Required Skills and Experience:

To perform this job successfully, an individual must be able to perform each essential duty satisfactorily. The requirements listed below are representative of the knowledge, skill, and/or ability required. Reasonable accommodations may be made to enable individuals with disabilities to perform the essential functions.


  1. Minimum (5) years' experience in care management, medical social work, hospice social work, home health, assessment, long term member / patient care management or community-based resource delivery.
  2. Able to interact effectively with multi-disciplinary team members.
  3. Experience working with vulnerable adults or older adult population.
  4. Able to understand current and potential needs of members to take appropriate action to support member in health and well-being changes.
  5. Able to build trust in partnership with member / client / patient.
  6. Basic knowledge of complex care management and care management principles.
  7. Experience with motivational interviewing-Ability to apply Motivational Interviewing and an Appreciative Inquiry.
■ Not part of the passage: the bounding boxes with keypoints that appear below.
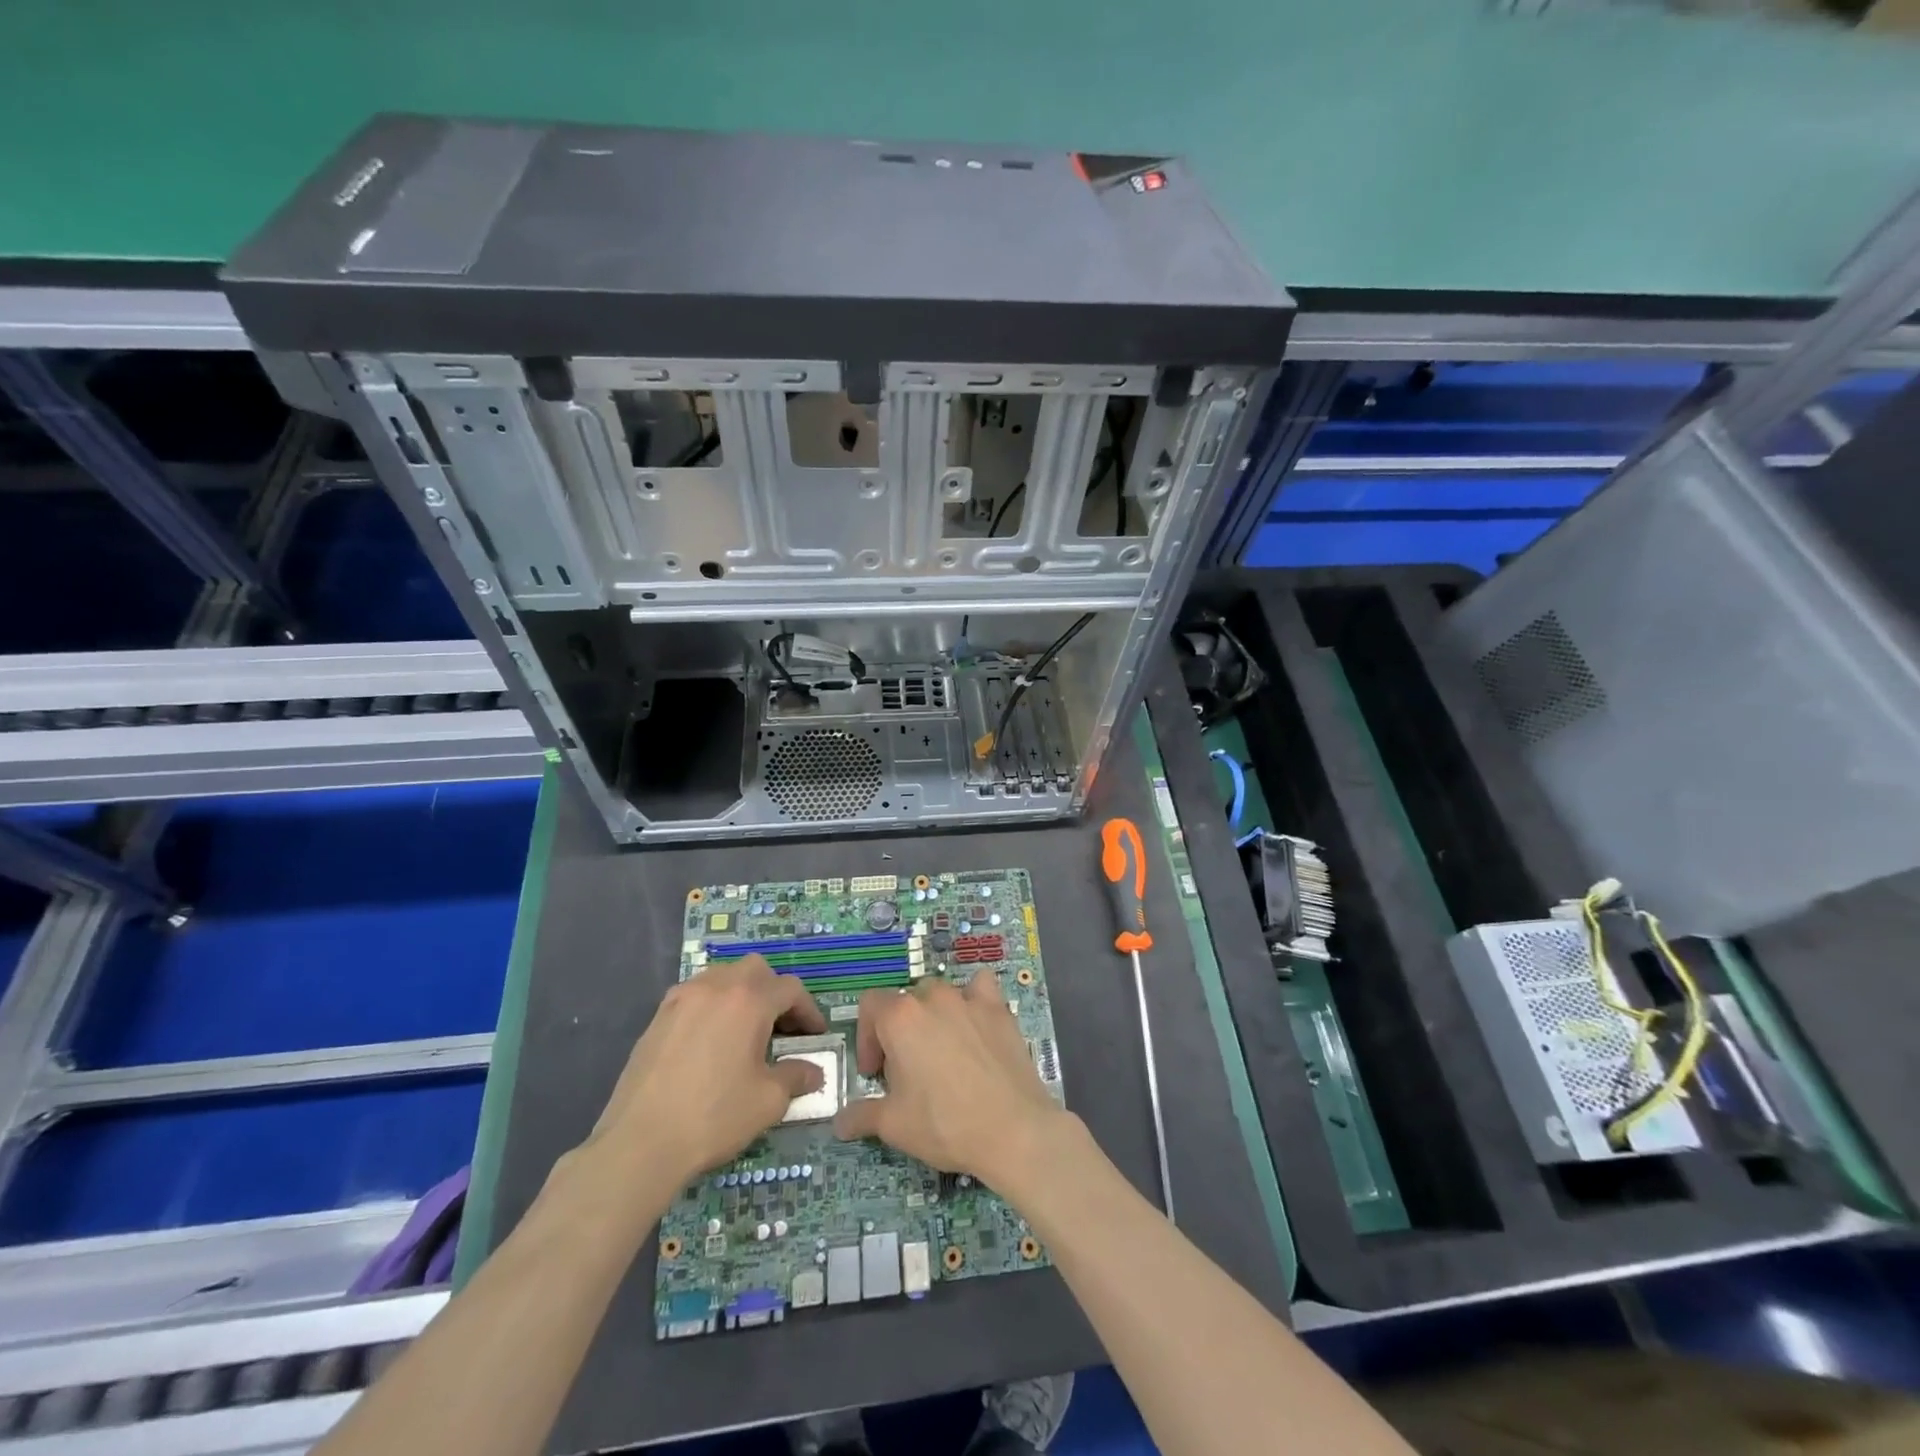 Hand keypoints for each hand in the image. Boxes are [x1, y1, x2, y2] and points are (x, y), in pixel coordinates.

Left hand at [577, 955, 826, 1193]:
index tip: (815, 1036)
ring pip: (722, 977)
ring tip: (746, 1033)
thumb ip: (796, 1077)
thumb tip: (813, 1072)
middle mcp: (715, 987)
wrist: (639, 1144)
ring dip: (742, 995)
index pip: (790, 989)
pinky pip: (696, 996)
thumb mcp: (768, 1101)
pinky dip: (713, 1007)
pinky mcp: (658, 1017)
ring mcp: (682, 998)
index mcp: (748, 1000)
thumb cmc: (713, 1117)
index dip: (809, 1011)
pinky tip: (712, 1043)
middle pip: (756, 970)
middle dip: (774, 992)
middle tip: (782, 1028)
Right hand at [833, 971, 1070, 1190]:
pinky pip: (980, 987)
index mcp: (900, 1018)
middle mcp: (933, 998)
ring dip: (932, 1016)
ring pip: (940, 994)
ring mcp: (969, 999)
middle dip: (899, 1031)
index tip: (875, 1074)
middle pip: (905, 1001)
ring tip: (941, 1052)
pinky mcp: (999, 1009)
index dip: (867, 1038)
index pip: (870, 1005)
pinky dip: (973, 998)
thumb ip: (861, 1115)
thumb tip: (839, 1122)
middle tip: (907, 1071)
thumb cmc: (945, 1124)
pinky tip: (975, 1024)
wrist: (1013, 1130)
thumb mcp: (894, 1125) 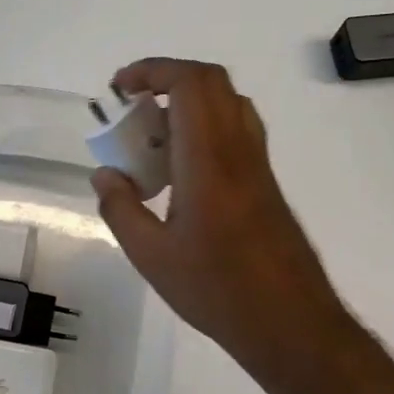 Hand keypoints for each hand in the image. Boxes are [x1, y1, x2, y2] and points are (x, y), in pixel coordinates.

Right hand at [92, 59, 347, 387]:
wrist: (289, 322)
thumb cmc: (217, 290)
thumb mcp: (151, 256)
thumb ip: (121, 208)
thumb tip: (104, 175)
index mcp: (209, 161)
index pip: (190, 84)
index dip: (152, 71)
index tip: (119, 89)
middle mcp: (239, 150)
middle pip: (211, 83)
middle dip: (166, 79)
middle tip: (132, 108)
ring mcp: (257, 165)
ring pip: (227, 104)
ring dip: (187, 103)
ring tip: (152, 138)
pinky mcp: (265, 183)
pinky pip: (234, 132)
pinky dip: (203, 128)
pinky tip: (180, 171) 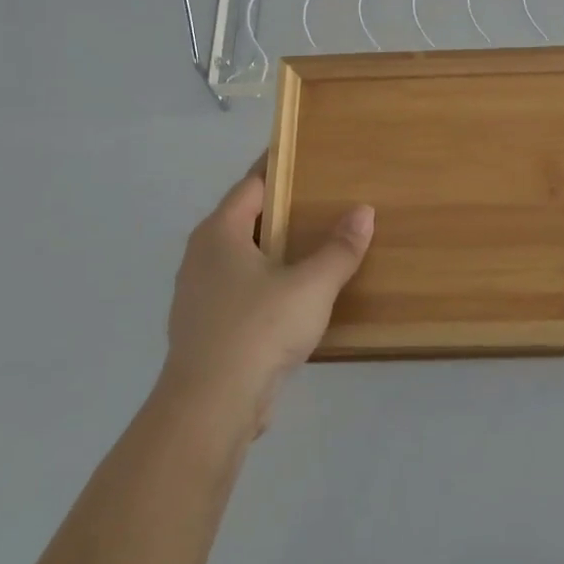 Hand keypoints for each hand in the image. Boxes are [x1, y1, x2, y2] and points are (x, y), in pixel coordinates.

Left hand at [159, 162, 373, 432]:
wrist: (211, 407)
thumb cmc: (258, 329)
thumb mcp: (311, 285)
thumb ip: (340, 249)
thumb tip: (364, 211)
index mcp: (218, 233)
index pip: (251, 184)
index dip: (280, 168)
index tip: (308, 156)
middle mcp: (201, 256)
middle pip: (246, 220)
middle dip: (282, 210)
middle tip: (324, 200)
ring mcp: (199, 295)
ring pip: (243, 258)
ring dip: (275, 251)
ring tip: (316, 245)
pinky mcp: (206, 329)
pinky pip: (241, 291)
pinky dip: (268, 283)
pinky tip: (297, 295) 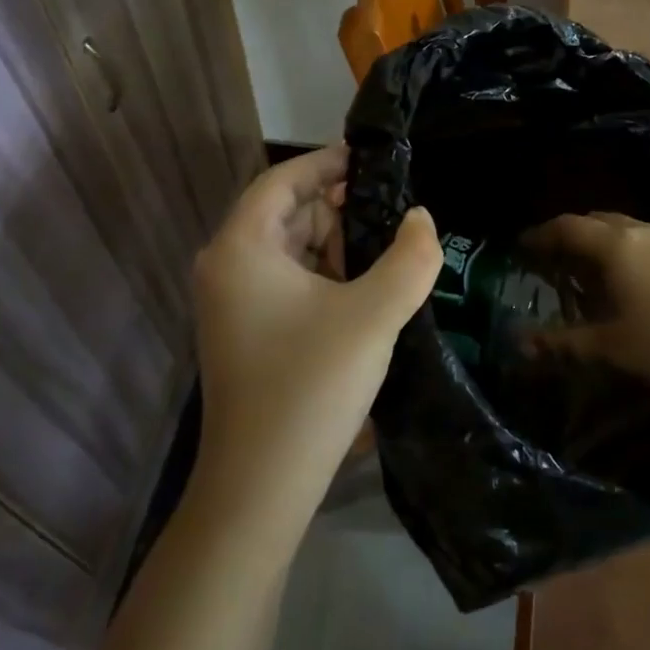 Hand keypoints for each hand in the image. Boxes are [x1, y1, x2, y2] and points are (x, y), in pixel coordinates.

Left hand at [192, 145, 440, 514]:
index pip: (283, 180)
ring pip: (291, 248)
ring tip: (389, 250)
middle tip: (395, 211)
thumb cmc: (311, 385)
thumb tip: (422, 219)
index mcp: (242, 248)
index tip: (375, 161)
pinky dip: (326, 275)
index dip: (327, 162)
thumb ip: (410, 257)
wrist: (260, 489)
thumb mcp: (374, 314)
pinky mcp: (247, 332)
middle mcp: (227, 267)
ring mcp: (233, 303)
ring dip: (338, 243)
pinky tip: (365, 289)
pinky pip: (288, 281)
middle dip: (340, 207)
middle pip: (288, 212)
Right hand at [521, 212, 649, 413]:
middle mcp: (644, 231)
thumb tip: (522, 342)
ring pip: (626, 230)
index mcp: (618, 245)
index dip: (542, 234)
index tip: (522, 246)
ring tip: (590, 273)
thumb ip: (564, 341)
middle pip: (597, 221)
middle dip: (572, 235)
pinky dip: (629, 252)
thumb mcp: (613, 346)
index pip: (569, 227)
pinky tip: (633, 283)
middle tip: (553, 260)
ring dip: (602, 243) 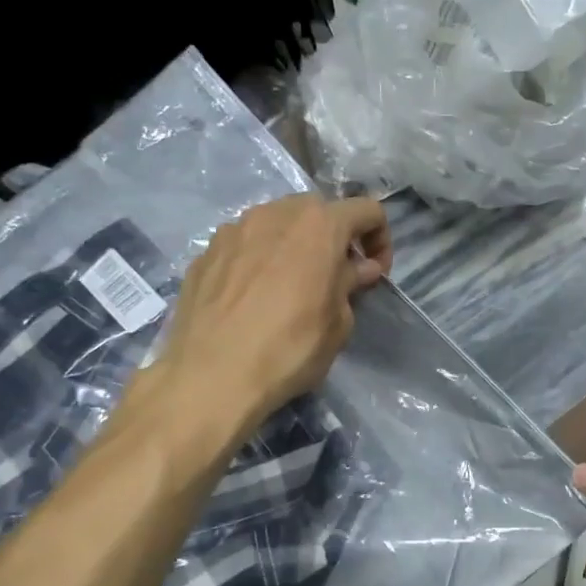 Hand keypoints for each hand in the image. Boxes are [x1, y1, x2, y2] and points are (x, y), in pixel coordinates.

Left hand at [158, 193, 391, 430]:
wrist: (211, 375)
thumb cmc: (289, 349)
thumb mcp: (338, 324)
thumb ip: (350, 285)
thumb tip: (358, 269)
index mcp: (319, 226)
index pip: (366, 210)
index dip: (380, 239)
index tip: (374, 273)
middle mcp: (276, 213)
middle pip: (317, 211)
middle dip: (334, 238)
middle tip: (335, 277)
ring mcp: (235, 228)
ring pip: (277, 224)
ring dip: (294, 245)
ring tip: (292, 285)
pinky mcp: (206, 251)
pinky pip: (245, 244)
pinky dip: (259, 260)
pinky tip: (254, 297) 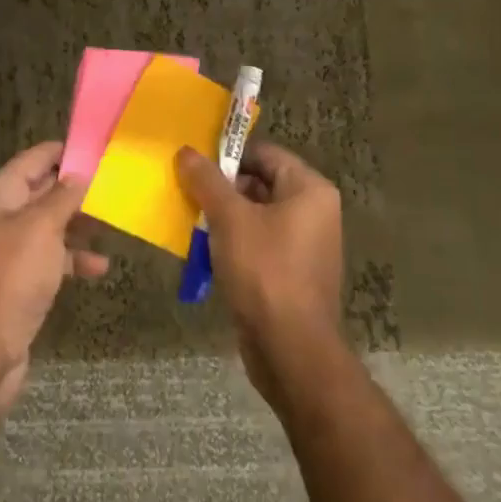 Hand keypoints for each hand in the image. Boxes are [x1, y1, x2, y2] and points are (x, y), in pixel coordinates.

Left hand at [0, 141, 108, 421]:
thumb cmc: (12, 276)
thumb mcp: (42, 227)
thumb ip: (63, 196)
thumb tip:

  8. Master's degree in social work (MSW) required from an accredited school of social work by the Council on Social Work Education
  9. Unrestricted California Social Work License (LCSW) in good standing preferred.
  10. Bilingual English and Vietnamese required
  11. Drive to conduct member visits to member's home, skilled nursing facilities (SNF), hospital, board and care, and / or assisted living facilities.
  12. Intermediate to advanced computer skills and experience with Microsoft Word and Outlook.
  13. Able to use a variety of electronic information applications / software programs.
  14. Demonstrated skill in problem solving.
  15. Able to communicate clearly and professionally in both written and oral communication.